第57章 ラヴァーズ・パニック Ⅴ
オーナーが、縢にイチモツを突き立てようとしている。
(あーあ……。俺、こんなキモイ男に、それに、見ず知らずの大男に見られながら犯されるんだな……。)
縢は、万事休すといった具合だ。
(……………。……………………!!ちょっと待て……!)
突然、縢の頭に、一つの案が浮かんだ。
(そうだ!このキモイオーナーと、ロミオだけなら、上手く隙を突けば、コウちゃん抜きでも殺(ヤ)れるかも……!そうだ。何とかして、この邪魔な大男を退(ど)かせれば……!)

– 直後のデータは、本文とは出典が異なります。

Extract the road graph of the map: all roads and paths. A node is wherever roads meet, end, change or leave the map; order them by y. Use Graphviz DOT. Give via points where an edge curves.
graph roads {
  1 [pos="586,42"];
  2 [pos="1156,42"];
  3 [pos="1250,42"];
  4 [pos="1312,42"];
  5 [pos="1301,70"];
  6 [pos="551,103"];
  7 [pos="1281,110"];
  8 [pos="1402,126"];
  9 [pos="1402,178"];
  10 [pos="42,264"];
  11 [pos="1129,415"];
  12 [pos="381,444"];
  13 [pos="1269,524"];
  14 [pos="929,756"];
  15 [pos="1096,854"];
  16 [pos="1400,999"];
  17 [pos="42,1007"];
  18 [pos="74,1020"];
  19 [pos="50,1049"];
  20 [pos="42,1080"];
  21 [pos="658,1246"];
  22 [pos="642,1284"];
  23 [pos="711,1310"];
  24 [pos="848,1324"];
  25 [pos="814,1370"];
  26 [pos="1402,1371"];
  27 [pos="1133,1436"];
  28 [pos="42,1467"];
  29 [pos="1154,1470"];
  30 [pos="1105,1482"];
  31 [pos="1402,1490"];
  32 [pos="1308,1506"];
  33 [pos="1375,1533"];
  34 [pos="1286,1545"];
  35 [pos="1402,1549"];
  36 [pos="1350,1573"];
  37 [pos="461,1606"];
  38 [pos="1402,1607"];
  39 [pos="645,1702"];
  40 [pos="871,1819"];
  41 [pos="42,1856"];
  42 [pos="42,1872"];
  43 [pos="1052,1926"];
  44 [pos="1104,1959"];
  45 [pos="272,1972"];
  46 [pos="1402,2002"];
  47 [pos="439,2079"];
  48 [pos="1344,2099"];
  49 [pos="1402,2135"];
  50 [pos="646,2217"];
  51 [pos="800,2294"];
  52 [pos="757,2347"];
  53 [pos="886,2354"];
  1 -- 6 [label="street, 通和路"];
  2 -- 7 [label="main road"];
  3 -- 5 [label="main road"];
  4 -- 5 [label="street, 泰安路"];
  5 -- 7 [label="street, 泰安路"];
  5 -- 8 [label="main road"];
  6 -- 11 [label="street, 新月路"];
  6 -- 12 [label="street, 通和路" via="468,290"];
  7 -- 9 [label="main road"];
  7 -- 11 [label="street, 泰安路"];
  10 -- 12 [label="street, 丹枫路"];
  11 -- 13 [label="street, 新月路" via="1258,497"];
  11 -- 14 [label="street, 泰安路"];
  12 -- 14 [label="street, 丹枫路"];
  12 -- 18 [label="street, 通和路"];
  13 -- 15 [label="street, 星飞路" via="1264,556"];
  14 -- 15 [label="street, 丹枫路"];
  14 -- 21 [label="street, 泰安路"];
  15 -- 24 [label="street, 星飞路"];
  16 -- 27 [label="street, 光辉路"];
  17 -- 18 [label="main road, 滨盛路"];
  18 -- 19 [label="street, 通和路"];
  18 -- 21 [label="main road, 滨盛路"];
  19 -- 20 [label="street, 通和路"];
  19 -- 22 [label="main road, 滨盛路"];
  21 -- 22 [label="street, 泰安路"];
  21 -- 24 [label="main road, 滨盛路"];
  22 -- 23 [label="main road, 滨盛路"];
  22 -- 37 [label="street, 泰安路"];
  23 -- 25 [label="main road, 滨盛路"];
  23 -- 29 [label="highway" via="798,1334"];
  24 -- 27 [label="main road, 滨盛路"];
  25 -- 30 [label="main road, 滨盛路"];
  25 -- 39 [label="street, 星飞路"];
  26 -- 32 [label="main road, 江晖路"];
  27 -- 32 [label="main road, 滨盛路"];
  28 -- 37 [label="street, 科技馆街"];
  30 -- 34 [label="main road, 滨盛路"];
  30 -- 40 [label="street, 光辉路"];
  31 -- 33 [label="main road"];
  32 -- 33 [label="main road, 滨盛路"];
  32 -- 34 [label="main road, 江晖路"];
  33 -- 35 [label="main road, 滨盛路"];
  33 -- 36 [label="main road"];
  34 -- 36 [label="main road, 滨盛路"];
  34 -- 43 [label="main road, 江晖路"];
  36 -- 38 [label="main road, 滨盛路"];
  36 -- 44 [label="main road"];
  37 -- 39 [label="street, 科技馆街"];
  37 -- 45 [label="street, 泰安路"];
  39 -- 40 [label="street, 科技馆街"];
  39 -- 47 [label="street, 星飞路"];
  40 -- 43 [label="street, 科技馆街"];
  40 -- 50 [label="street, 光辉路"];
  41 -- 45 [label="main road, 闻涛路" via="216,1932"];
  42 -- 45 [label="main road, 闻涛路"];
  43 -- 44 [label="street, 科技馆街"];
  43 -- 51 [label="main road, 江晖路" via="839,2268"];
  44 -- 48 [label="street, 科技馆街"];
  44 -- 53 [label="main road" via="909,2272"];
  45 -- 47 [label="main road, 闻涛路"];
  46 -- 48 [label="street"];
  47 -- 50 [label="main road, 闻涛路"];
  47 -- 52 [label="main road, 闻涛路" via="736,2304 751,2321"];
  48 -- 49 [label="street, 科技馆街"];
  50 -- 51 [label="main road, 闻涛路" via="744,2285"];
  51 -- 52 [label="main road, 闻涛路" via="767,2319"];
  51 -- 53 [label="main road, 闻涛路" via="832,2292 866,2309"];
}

チャンスは、決して多くない。成功する確率も、高くはないだろう。それでも、何もしないよりは、このままキモイ男に犯されるよりは、千倍はマシだ。
(イチかバチか……!)
「な、なぁ……?」
縢は、上目遣いでオーナーを見つめた。全ては縢の演技力にかかっている。
「俺さ……。見られると、その……、セックスに集中できないっていうか……。気持ちよくなれないタイプでさ……。できれば、あの男、しばらく外で待っててもらえたり……しない……?その……できれば、俺だって……っ、気持ちよく……なりたい、から……っ。」
最後は、消え入るような声で、出来るかぎり恥じ入るような瞳で、縢はオーナーに懇願した。
(……どうだ……!コレで駄目なら……!)
「……!イイ!イイわよ!!アンタ、今日はもう帰りなさい。報酬は、いつもの口座でいいわね?……ふ、ふふふふ、うっふふふふふふふふふ!今日は楽しもうじゃない、坊や……!!」
オーナーは、興奮しきった様子で、大男を帰らせた。縢としては、大男を帰さずとも、一時的に退室させてくれさえすれば良かっただけなのだが、それ以上の結果が得られたのだ。文句無しだ。
――――ガチャ
大男が退出し、重い音がして、再び扉が閉まった。どうやら、大男は本当に帰ったようだ。縢は、喜びを堪え、オーナーに向き直った。
オーナーは、縢の考えなど何も知らないといった具合で、はち切れんばかりに膨れ上がった自らのイチモツを握りながら、縢のベルトに手を掛けようとした。